» EXERCISE BRIEF
Please retype, character for character, the portion of the entries below that runs from the line containing "wrist: (1081, 1070)" to the last line.

--- THE INPUT Enclosed Below ---

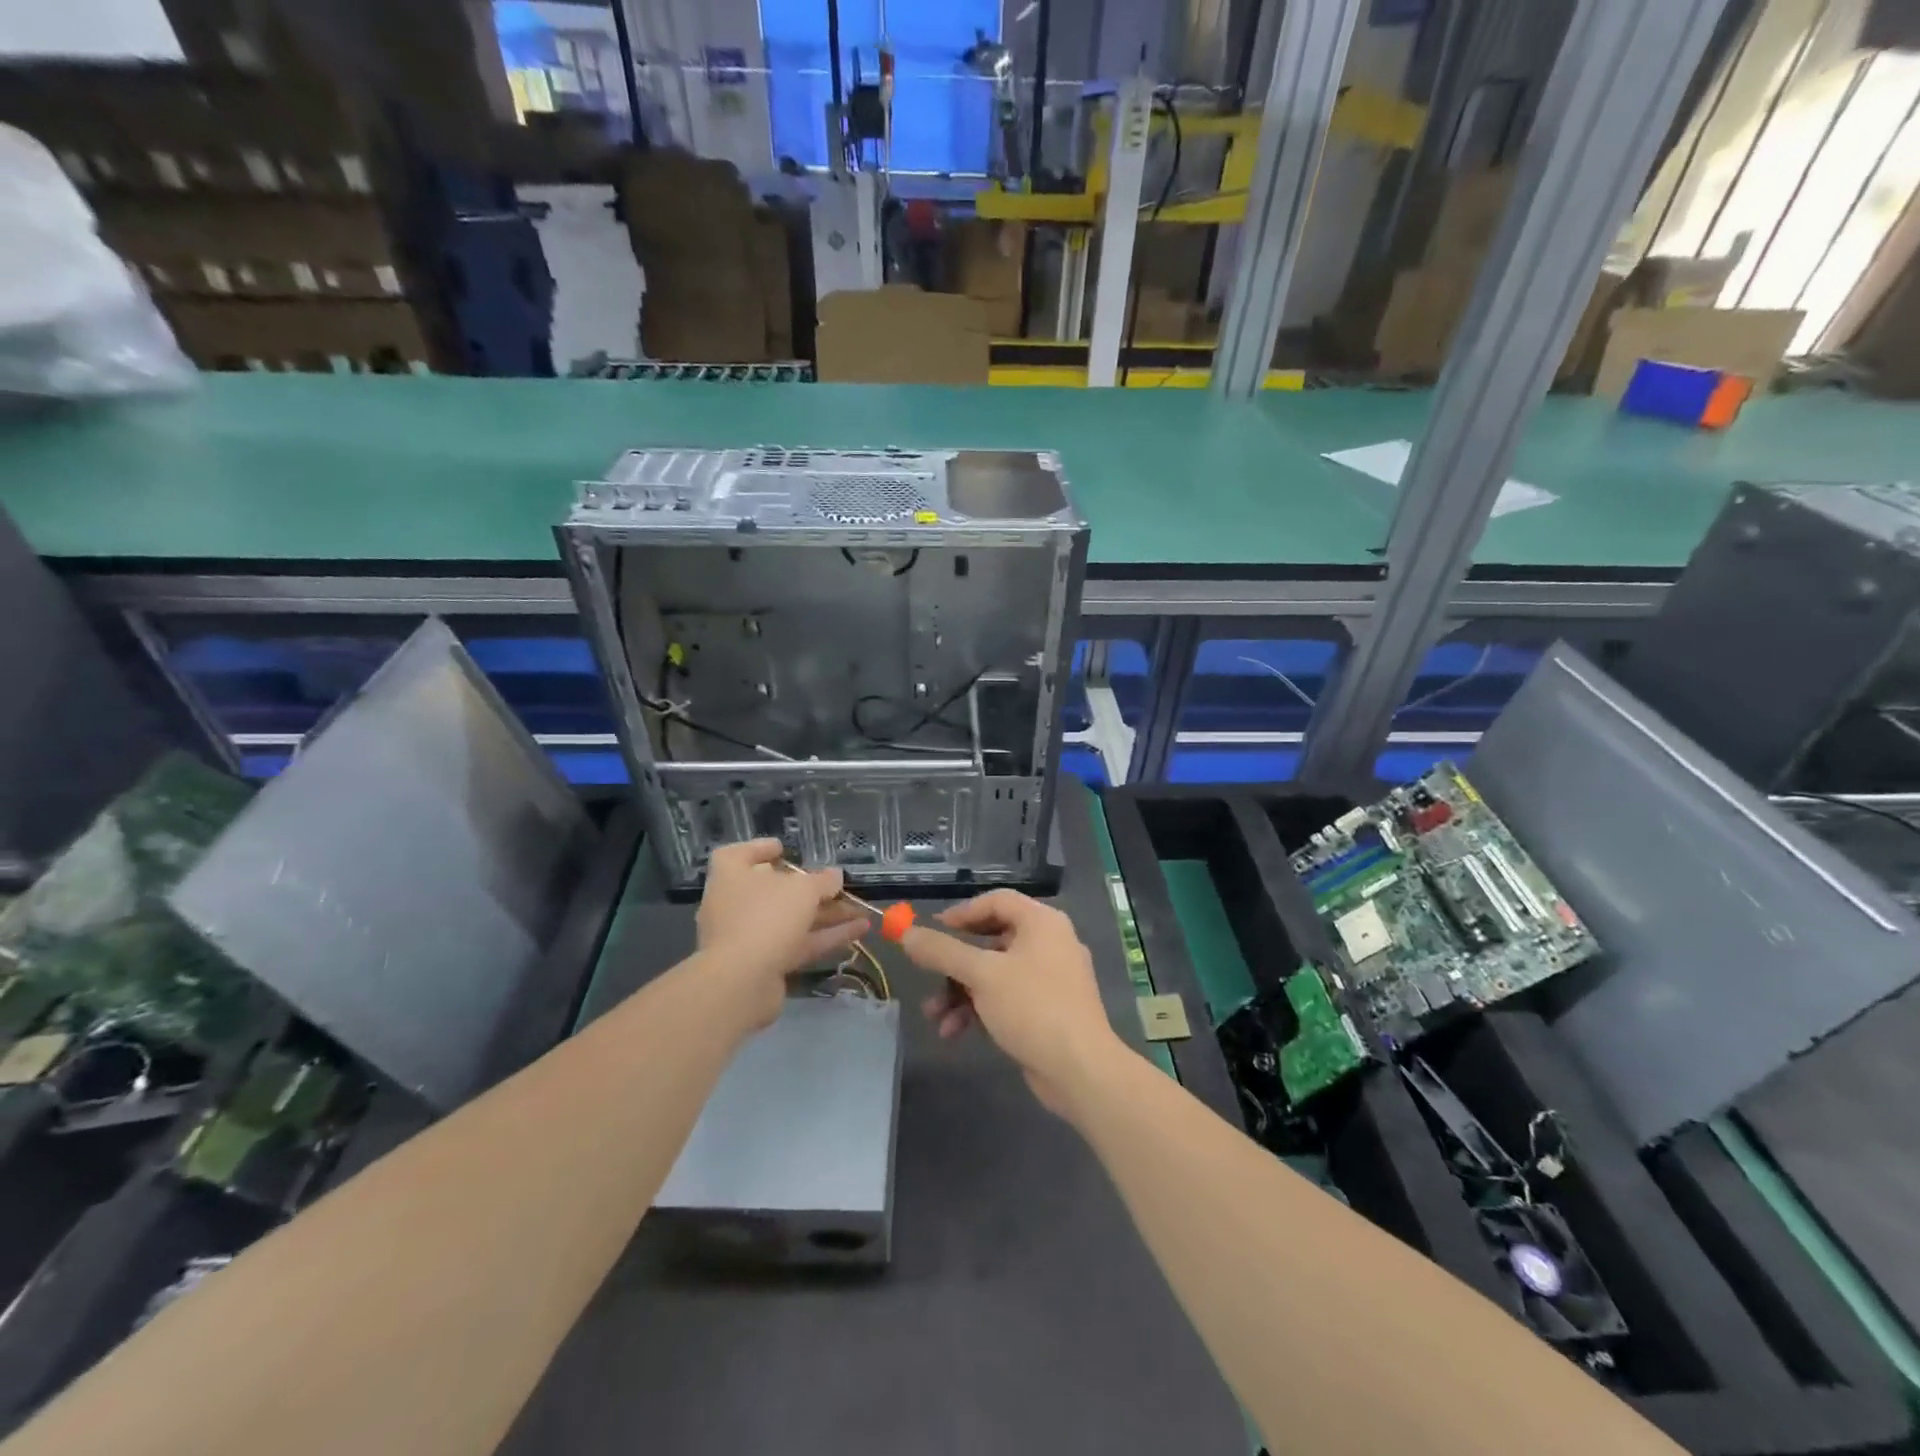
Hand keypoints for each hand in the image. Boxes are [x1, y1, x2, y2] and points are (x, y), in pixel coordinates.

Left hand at [695, 840, 867, 1027]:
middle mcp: (735, 903)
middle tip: (838, 885)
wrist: (742, 982)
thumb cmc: (766, 917)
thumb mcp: (803, 890)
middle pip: (774, 890)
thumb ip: (822, 881)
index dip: (760, 849)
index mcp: (732, 875)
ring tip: (861, 910)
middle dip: (810, 889)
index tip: (784, 849)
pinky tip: (859, 931)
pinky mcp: (764, 963)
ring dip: (826, 914)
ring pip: (792, 920)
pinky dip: (826, 937)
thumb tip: (835, 876)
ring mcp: (749, 936)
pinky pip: (798, 944)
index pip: (739, 854)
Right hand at [897, 890, 1121, 1117]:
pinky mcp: (1047, 1010)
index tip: (932, 931)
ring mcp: (1050, 978)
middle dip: (954, 964)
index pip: (996, 901)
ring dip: (961, 992)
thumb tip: (906, 933)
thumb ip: (942, 951)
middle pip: (992, 939)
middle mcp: (1049, 942)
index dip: (962, 912)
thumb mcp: (981, 975)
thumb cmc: (1032, 1007)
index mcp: (1042, 922)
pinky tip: (954, 1032)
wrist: (1081, 1070)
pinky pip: (1006, 998)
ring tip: (934, 1016)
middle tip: (928, 975)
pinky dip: (980, 1009)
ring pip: (995, 973)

--- End of Enclosed THE INPUT ---

» THE ANSWER
wrist: (1081, 1070)
pinky pip: (1006, 998)
ring tip: (934, 1016)
middle tip: (928, 975)
pinky dip: (980, 1009)
ring pip: (995, 973)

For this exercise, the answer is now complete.